-- THE DATA follows --

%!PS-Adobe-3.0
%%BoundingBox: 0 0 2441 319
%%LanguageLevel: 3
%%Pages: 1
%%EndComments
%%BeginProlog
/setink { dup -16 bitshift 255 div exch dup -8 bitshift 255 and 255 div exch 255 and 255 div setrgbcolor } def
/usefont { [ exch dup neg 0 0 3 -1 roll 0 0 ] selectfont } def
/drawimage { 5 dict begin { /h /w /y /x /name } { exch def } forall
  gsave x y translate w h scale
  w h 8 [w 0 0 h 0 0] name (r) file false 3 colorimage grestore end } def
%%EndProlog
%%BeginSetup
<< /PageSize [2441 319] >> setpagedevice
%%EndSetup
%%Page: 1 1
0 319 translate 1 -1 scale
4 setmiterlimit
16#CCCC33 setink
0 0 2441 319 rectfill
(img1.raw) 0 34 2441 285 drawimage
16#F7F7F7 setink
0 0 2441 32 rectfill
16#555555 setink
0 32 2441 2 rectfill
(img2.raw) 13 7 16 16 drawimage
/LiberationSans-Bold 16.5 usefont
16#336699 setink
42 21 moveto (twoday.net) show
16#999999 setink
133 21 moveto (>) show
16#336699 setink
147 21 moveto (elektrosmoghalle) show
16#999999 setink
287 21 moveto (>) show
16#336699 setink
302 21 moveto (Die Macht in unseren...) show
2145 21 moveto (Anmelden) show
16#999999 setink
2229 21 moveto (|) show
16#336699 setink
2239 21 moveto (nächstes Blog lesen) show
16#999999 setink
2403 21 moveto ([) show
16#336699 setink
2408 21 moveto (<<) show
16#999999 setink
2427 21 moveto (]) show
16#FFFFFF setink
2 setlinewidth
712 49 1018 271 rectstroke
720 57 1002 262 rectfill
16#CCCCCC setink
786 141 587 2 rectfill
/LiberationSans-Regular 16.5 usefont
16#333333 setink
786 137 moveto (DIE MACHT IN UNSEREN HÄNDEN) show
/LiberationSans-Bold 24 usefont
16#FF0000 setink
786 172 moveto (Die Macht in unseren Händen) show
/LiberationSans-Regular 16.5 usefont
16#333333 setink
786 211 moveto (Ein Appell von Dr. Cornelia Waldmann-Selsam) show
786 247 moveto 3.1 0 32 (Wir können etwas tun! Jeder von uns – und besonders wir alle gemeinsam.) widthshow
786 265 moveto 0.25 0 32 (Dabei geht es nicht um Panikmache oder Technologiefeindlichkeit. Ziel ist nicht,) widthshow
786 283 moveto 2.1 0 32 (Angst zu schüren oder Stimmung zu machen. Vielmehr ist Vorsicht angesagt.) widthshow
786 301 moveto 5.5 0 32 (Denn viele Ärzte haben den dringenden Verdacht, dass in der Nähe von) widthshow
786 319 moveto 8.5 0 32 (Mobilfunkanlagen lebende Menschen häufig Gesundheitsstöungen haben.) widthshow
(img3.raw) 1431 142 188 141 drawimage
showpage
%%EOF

-- THE DATA concluded --
-- THE DATA follows --

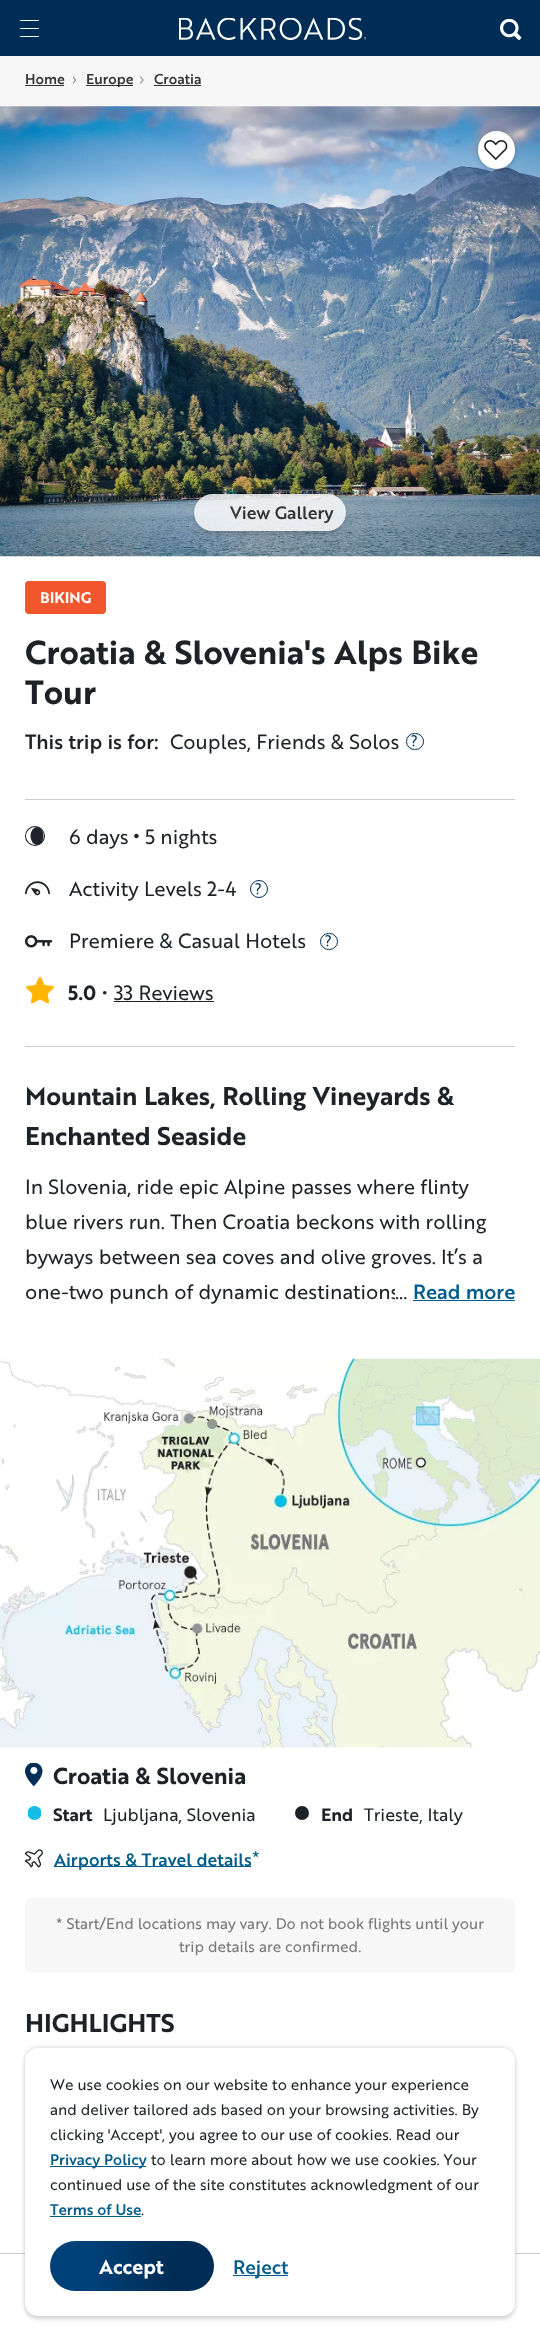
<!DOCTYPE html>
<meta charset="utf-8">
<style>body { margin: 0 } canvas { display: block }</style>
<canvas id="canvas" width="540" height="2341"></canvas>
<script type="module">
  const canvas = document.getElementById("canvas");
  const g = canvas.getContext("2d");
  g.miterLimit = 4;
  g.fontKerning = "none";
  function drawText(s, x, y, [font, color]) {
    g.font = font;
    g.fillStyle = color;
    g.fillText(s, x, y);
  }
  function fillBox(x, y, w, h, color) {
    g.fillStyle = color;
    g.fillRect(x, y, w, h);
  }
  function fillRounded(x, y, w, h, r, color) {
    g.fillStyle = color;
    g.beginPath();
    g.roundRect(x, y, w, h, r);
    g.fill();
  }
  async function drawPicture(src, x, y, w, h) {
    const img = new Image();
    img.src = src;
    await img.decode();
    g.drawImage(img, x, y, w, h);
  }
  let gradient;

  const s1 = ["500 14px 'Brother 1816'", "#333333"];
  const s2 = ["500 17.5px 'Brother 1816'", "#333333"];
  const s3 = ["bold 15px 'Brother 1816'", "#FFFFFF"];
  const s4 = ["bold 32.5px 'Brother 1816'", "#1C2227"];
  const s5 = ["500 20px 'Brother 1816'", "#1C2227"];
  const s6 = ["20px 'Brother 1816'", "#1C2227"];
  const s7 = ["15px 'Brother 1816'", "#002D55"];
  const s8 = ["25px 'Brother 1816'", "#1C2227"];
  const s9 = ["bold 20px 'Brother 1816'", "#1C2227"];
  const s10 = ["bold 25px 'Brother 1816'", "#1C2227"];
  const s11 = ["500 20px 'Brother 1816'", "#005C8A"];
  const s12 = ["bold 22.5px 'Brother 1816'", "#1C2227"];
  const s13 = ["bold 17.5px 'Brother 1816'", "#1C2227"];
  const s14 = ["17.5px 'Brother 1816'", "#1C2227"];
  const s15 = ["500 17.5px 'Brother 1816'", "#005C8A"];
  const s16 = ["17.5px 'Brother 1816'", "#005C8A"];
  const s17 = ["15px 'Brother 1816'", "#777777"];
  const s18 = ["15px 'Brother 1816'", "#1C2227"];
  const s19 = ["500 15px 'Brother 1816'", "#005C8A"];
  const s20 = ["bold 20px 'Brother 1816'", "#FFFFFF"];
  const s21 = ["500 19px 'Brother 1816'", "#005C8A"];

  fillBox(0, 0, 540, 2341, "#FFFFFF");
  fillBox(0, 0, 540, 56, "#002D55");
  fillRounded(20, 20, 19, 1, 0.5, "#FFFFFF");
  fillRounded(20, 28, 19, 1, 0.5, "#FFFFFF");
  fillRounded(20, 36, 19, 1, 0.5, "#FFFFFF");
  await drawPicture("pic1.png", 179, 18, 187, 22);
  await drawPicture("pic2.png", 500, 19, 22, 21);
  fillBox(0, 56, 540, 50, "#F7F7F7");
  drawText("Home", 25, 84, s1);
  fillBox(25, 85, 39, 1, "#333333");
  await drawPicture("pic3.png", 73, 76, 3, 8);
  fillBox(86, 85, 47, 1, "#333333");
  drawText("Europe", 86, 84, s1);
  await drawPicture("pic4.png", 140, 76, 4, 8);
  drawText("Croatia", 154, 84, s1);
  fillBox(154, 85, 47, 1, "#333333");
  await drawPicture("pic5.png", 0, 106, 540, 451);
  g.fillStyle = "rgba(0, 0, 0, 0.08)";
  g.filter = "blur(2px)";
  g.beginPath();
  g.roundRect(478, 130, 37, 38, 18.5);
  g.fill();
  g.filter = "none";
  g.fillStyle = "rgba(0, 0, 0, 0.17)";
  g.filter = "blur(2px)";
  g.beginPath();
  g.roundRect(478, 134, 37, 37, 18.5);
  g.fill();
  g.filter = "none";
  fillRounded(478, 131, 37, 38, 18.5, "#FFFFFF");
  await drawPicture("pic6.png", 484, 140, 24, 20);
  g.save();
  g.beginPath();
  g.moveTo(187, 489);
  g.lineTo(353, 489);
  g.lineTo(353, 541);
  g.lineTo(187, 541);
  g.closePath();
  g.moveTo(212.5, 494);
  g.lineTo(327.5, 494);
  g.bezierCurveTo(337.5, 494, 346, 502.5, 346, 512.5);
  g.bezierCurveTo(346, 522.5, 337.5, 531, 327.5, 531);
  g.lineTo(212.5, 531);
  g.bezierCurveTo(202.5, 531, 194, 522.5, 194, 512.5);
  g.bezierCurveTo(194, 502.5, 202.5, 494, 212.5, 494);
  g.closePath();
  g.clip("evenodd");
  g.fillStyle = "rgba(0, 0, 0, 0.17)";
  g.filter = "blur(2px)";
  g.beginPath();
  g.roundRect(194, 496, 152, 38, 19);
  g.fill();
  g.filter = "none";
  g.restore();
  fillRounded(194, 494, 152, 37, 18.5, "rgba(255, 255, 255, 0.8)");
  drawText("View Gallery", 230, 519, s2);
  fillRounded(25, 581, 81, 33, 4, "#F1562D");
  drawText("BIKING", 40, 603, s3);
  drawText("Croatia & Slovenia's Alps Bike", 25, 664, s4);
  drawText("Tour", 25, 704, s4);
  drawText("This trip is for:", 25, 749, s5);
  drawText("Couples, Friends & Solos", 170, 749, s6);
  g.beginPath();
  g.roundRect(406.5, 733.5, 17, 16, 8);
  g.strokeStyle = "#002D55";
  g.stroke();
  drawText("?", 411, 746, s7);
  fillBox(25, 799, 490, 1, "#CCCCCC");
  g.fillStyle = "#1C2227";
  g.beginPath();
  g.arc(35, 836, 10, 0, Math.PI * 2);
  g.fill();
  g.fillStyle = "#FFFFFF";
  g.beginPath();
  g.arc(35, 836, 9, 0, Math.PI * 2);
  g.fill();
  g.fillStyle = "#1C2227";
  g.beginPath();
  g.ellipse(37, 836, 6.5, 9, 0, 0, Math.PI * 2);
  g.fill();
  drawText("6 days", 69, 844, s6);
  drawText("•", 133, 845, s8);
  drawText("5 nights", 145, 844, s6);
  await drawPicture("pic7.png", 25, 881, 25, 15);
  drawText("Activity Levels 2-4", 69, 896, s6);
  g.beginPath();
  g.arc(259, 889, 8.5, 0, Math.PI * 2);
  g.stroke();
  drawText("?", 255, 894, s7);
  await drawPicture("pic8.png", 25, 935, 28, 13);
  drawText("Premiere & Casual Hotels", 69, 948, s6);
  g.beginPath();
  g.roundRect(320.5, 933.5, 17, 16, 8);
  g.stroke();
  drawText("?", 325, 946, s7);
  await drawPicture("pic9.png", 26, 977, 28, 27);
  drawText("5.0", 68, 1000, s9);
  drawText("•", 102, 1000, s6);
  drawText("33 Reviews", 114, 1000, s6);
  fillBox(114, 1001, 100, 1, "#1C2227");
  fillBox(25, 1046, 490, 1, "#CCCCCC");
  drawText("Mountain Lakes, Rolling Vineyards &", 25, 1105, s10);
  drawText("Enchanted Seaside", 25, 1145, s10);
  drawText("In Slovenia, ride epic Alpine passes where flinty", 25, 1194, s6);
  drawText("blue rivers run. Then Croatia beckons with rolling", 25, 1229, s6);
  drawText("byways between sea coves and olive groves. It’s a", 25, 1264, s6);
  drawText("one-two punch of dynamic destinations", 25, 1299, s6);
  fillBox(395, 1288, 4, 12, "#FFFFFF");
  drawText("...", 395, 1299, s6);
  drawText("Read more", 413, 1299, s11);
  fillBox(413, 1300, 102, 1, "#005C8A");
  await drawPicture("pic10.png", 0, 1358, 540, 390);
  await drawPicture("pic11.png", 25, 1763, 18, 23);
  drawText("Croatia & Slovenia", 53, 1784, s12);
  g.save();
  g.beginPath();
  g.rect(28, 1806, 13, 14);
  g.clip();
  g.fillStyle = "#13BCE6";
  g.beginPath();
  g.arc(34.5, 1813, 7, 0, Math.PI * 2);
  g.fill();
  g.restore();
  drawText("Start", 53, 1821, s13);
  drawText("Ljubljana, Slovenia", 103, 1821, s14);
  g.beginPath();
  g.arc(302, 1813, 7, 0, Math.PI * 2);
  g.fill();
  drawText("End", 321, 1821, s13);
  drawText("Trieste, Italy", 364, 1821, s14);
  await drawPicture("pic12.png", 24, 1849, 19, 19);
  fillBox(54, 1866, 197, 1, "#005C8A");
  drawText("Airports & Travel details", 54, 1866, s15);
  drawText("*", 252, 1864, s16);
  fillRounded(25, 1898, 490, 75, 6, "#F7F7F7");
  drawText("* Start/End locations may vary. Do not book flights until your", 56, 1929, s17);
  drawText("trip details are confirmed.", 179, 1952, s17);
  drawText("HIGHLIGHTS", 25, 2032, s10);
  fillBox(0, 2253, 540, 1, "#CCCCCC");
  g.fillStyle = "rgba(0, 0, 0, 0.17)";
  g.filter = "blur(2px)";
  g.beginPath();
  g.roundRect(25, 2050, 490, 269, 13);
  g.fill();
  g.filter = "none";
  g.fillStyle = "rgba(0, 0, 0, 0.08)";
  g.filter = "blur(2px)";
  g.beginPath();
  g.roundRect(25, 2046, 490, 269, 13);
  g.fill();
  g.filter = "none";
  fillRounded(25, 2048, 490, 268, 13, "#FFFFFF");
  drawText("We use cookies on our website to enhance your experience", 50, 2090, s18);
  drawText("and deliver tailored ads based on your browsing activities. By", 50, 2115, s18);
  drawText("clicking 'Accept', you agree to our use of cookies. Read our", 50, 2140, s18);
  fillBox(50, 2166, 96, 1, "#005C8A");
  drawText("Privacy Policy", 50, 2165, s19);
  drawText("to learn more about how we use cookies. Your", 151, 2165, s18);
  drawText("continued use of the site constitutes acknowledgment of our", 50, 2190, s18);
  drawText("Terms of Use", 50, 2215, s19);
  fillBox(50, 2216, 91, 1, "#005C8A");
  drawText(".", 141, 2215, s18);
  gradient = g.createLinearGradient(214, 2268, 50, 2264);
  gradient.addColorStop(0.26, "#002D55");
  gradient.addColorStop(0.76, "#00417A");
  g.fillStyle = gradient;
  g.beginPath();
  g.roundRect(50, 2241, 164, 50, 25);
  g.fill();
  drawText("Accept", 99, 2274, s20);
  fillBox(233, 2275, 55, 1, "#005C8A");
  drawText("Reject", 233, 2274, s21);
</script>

-- THE DATA concluded --

REQUIRED WORK:
Check each line of the listing for "name", and copy the ones that hold it.

OUTPUT OF THE TASK:
/drawimage { 5 dict begin { /h /w /y /x /name } { exch def } forall
  w h 8 [w 0 0 h 0 0] name (r) file false 3 colorimage grestore end } def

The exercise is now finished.